■ TO DO: Would you filter the listing below so that only lines with the word "points" remain?

■ AVAILABLE DATA:

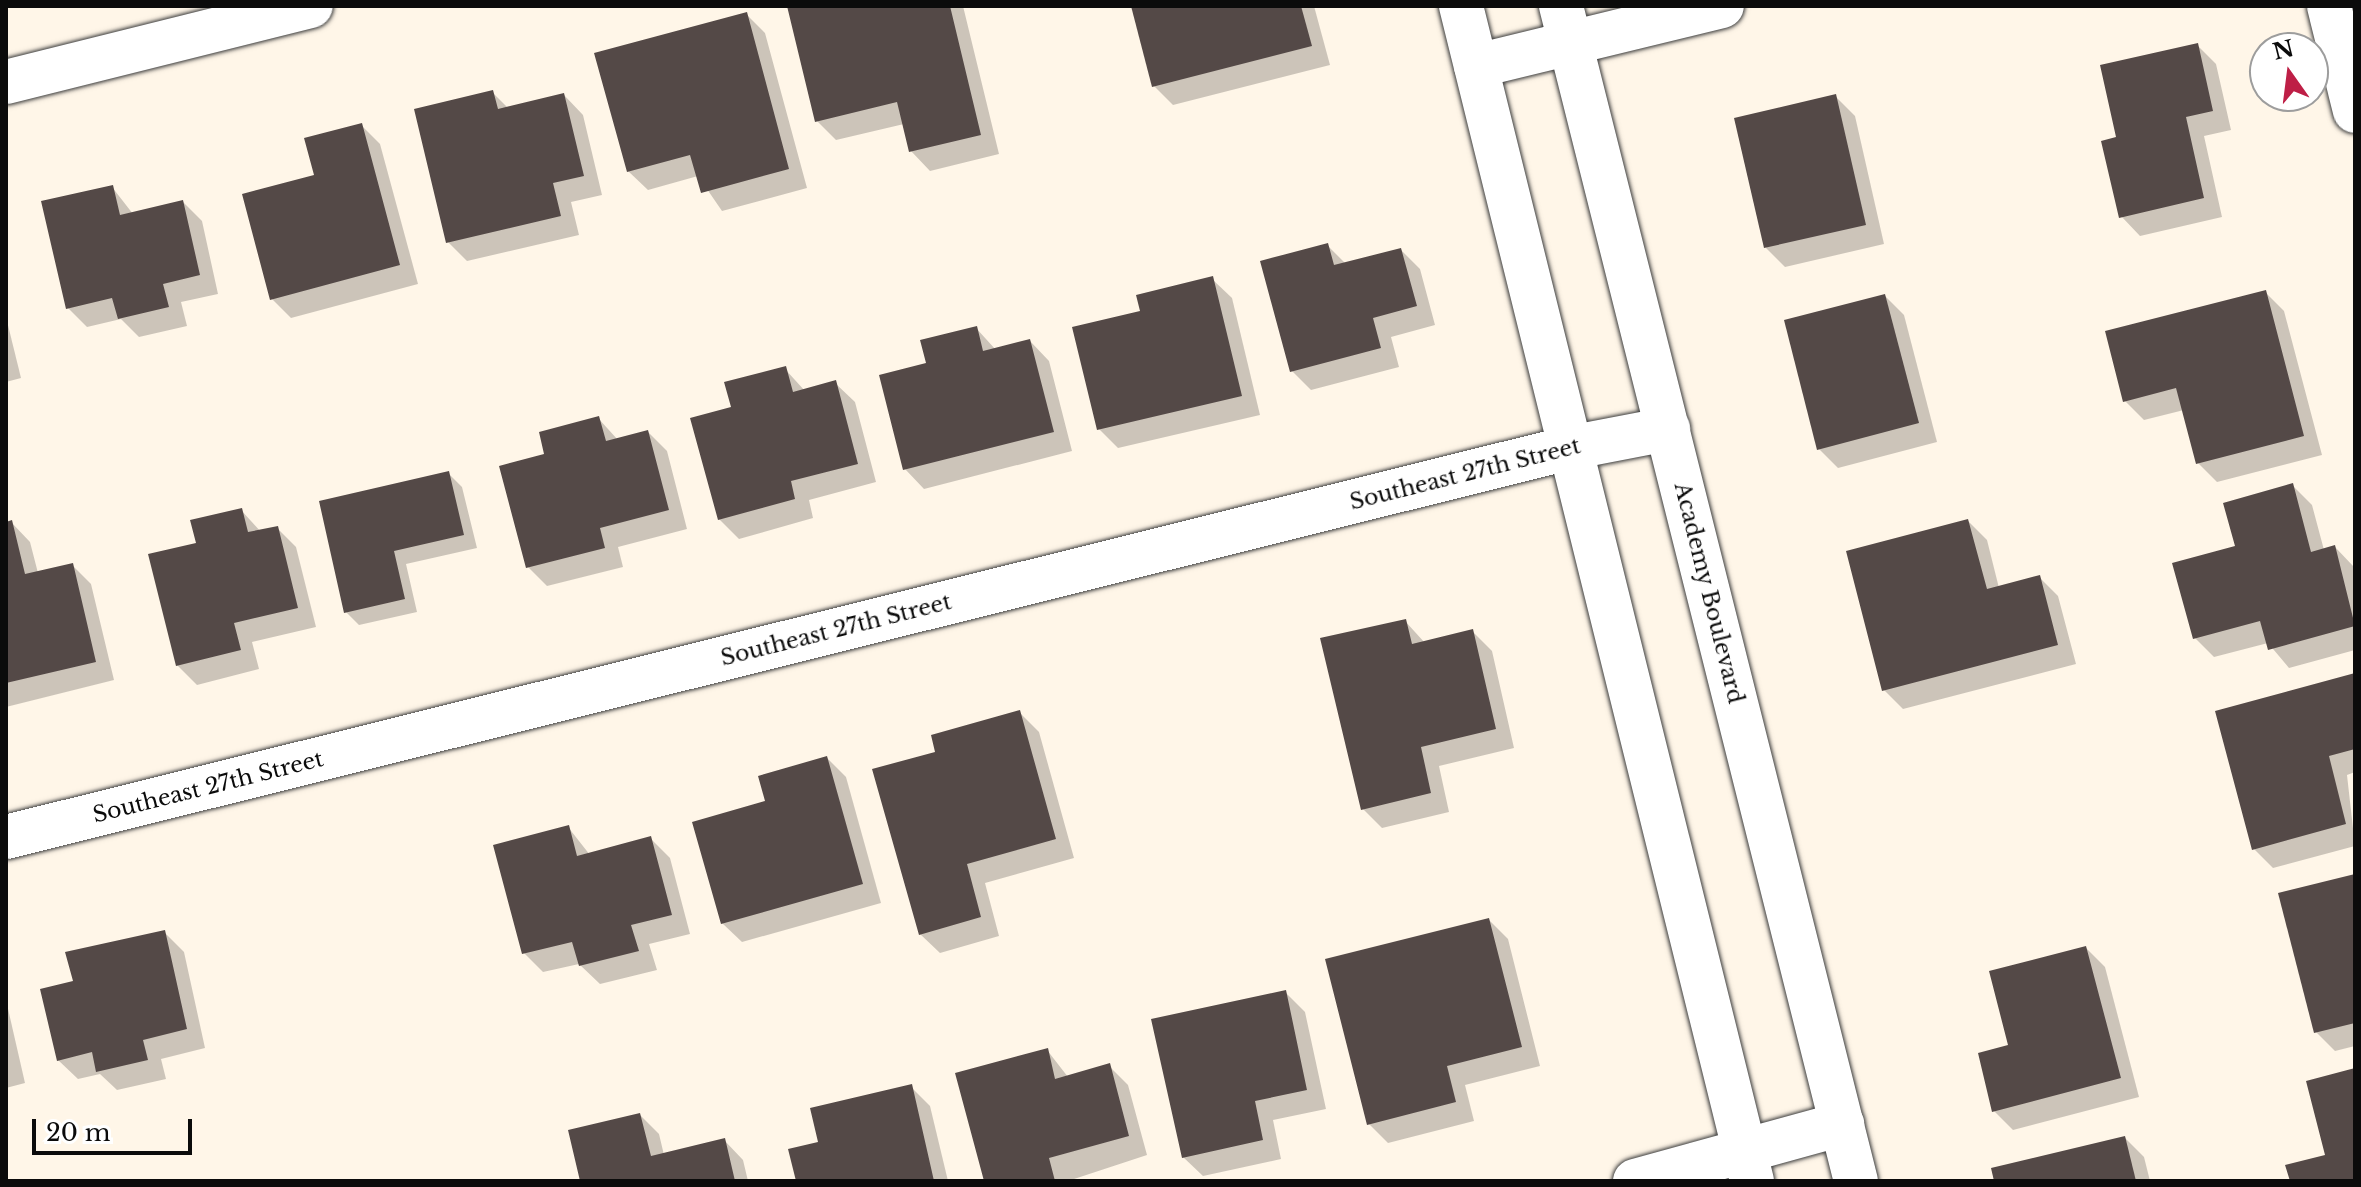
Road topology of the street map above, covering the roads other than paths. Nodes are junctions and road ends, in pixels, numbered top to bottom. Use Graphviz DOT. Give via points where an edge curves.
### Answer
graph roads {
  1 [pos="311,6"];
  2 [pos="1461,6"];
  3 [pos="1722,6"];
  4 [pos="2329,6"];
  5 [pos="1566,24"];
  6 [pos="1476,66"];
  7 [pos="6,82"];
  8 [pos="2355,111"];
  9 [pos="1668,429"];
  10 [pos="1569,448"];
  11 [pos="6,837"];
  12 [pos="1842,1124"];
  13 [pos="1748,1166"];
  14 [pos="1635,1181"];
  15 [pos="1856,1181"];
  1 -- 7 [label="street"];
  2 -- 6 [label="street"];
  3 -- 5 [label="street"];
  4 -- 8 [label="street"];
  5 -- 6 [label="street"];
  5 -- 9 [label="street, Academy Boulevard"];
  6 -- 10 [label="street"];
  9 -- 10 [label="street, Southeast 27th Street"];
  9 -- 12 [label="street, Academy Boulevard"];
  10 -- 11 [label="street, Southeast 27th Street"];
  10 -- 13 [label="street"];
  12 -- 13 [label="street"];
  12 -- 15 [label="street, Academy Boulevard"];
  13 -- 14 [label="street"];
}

---

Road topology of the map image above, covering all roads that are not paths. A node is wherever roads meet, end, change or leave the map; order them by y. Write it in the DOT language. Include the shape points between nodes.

■ EXERCISE SOLUTION:
Road topology of the street map above, covering the roads other than paths. Nodes are junctions and road ends, in pixels, numbered top to bottom. Use Graphviz DOT. Give via points where an edge curves.
Road topology of the map image above, covering all roads that are not paths. A node is wherever roads meet, end, change or leave the map; order them by y. Write it in the DOT language. Include the shape points between nodes.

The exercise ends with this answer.